PROBLEM STATEMENT -> Produce an exact copy of the lines from the line containing "middle mcp: (355, 40)" through the last line of the listing below, both ends included, and nothing else.

===== SUPPLIED ENTRIES

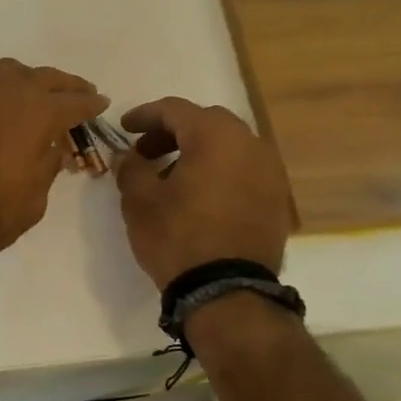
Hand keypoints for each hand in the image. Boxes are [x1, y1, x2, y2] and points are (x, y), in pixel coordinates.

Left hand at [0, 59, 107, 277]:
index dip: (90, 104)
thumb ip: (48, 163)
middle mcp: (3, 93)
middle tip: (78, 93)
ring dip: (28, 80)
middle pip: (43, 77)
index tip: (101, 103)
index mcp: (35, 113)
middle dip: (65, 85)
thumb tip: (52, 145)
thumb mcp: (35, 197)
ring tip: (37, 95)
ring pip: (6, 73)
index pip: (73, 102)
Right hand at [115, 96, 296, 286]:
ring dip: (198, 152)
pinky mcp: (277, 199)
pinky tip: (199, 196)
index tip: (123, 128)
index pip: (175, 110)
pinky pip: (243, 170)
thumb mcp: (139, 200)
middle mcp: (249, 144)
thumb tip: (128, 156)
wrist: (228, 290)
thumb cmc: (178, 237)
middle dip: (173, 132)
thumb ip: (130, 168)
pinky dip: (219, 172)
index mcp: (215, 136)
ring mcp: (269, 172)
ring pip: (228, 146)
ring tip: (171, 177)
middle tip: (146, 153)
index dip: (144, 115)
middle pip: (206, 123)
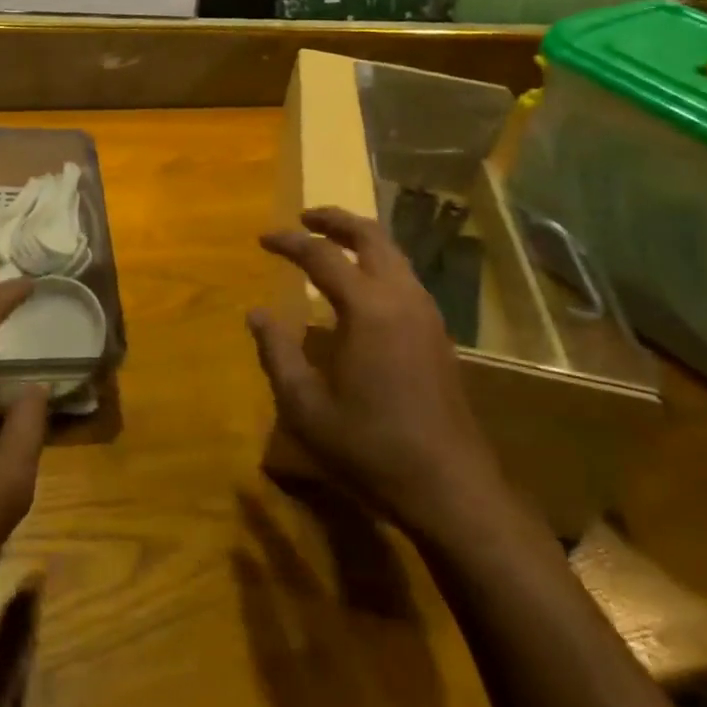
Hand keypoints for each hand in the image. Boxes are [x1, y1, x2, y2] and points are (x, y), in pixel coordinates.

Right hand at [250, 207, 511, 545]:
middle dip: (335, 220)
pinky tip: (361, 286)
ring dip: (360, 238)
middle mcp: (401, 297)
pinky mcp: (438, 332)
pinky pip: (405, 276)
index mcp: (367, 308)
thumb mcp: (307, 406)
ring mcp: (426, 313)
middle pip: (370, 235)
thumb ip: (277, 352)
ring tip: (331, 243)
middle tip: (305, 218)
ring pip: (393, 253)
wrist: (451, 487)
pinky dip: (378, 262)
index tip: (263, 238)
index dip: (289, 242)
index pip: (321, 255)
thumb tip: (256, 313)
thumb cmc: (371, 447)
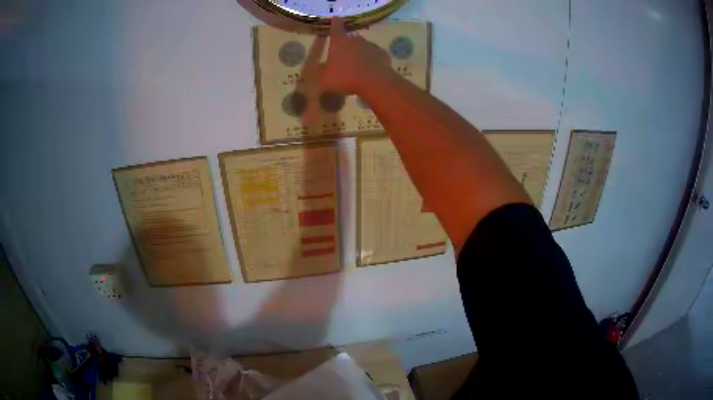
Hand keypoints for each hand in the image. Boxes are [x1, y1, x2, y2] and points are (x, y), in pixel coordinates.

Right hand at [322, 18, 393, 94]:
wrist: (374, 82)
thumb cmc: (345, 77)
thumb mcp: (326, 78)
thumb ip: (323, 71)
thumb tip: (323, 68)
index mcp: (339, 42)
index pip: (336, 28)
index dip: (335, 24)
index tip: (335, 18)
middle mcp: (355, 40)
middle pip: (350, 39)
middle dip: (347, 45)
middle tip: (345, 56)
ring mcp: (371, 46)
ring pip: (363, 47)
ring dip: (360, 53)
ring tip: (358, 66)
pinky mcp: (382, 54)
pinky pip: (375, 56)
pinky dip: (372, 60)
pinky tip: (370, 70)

==========

WRITTEN REPLY ->
middle mcp: (355, 40)
middle pip: (350, 39)
middle dip: (347, 45)
middle tip: (345, 56)
ring mcp: (371, 46)
ring pip: (363, 47)
ring dip: (360, 53)
ring tip: (358, 66)
pinky mcp: (382, 54)
pinky pip: (375, 56)
pinky dip: (372, 60)
pinky tip: (370, 70)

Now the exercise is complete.